2. The fault analysis method according to claim 1 ,
wherein, in the first step, the fault analysis system creates the behavioral models of the monitoring target system by means of a machine learning algorithm to which the monitoring data is input.
3. The fault analysis method according to claim 1 ,
wherein, in the second step, the fault analysis system calculates the differences between each of the consecutive behavioral models from a sum total of absolute values of the differences between weighted values for each edge of the behavioral models in each case, or calculates these same differences from the root mean square of the differences in the weighted values for each edge of the behavioral models, or calculates these same differences from a maximum value of the absolute values of the differences between the weighted values for each edge which the behavioral models comprise.
4. The fault analysis method according to claim 1 ,
wherein, in the third step, the fault analysis system notifies the user of all the periods in which the behavior of the monitoring target system is estimated to have changed, and
notifies the user selectively of log information on logs in the period selected by the user from among the notified periods.
5. The fault analysis method according to claim 2 ,
wherein, in the first step, the fault analysis system creates the behavioral models of the monitoring target system by means of a plurality of the machine learning algorithm respectively,
wherein, in the second step, the fault analysis system estimates each of the periods in which the behavior of the monitoring target system has changed based on the size of the differences between each of the behavioral models created by the machine learning algorithm, for each of the machine learning algorithms, and consolidates information relating to the same period for each of the periods in which the behavior of the monitoring target system has changed and which were estimated using each of the machine learning algorithms, and
wherein, in the third step, the fault analysis system notifies the user of information relating to the consolidated periods.
6. The fault analysis method according to claim 5 ,
wherein, in the third step, the fault analysis system notifies the user of the periods in which the behavior of the monitoring target system has changed and which were estimated based on the behavioral models created by the machine learning algorithms, by dividing up these periods according to each machine learning algorithm, in response to a request from the user.
7. The fault analysis method according to claim 1 ,
wherein, in the second step, the fault analysis system filters the range of periods in which the behavior of the monitoring target system has changed and which were estimated based on the size of the differences between each of the behavioral models, based on information on at least either task-based events or events in which the configuration of the monitoring target system has changed.

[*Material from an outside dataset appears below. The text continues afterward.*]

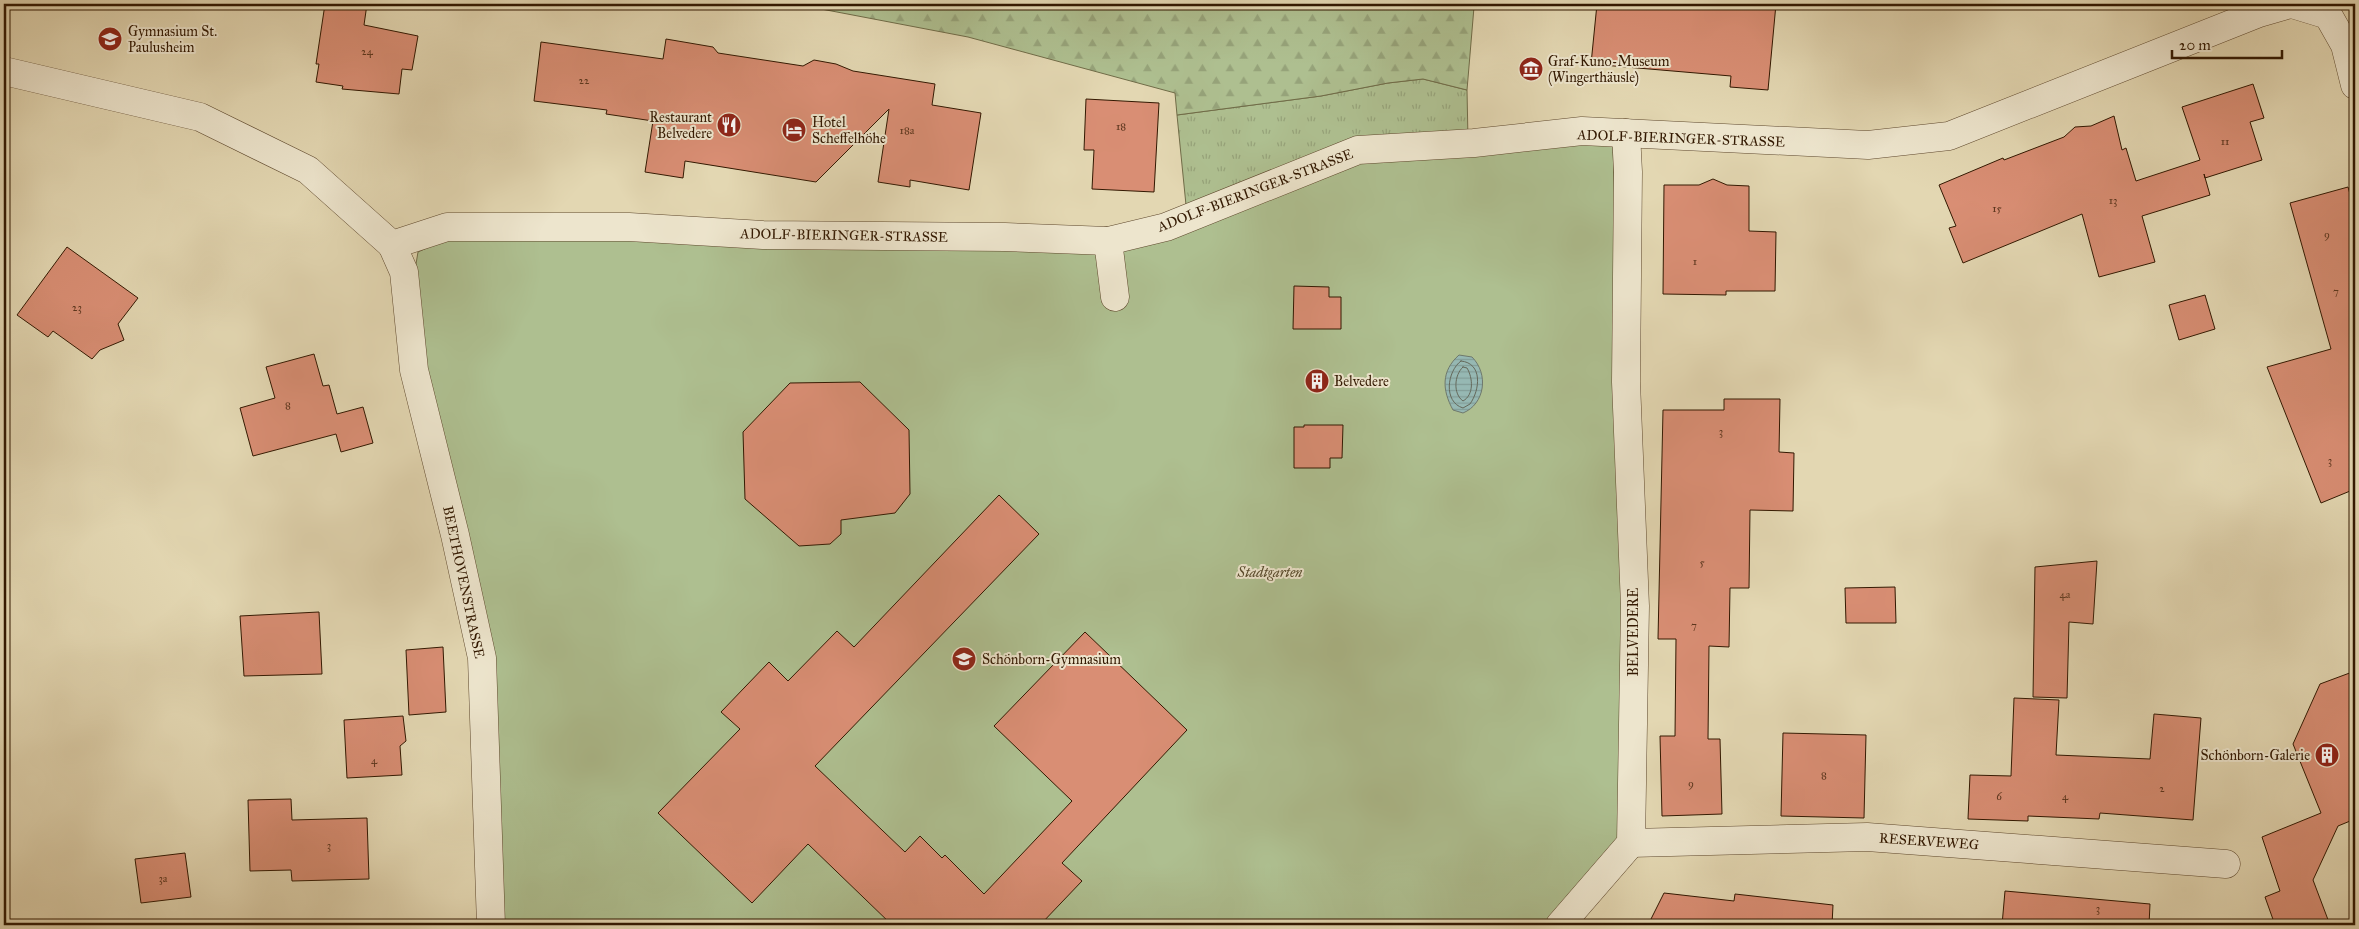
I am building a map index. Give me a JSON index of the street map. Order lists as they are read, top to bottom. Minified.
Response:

8. The fault analysis method according to claim 1 ,
wherein, in the second step, when calculating the difference between the behavioral models, the fault analysis system detects each of the monitored items exhibiting the greatest change between each of the behavioral models, and
wherein, in the third step, the fault analysis system notifies the user of the monitored items exhibiting the greatest change in the behavioral models in periods in which the behavior of the monitoring target system is estimated to have changed, together with information relating to these periods.
9. A fault analysis device, comprising, in a fault analysis system for performing a fault analysis on a monitoring target system comprising one or more computers:
a behavioral model creation which continuously acquires, from the monitoring target system, monitoring data which is statistical data for monitored items of the monitoring target system, and creates behavioral models which are obtained by modeling the behavior of the monitoring target system at regular or irregular intervals based on the acquired monitoring data;
an estimation unit which calculates the respective differences between two consecutively created behavioral models and estimates, based on the calculation result, a period in which the behavior of the monitoring target system has changed; and
a notification unit which notifies a user of the period in which the behavior of the monitoring target system is estimated to have changed.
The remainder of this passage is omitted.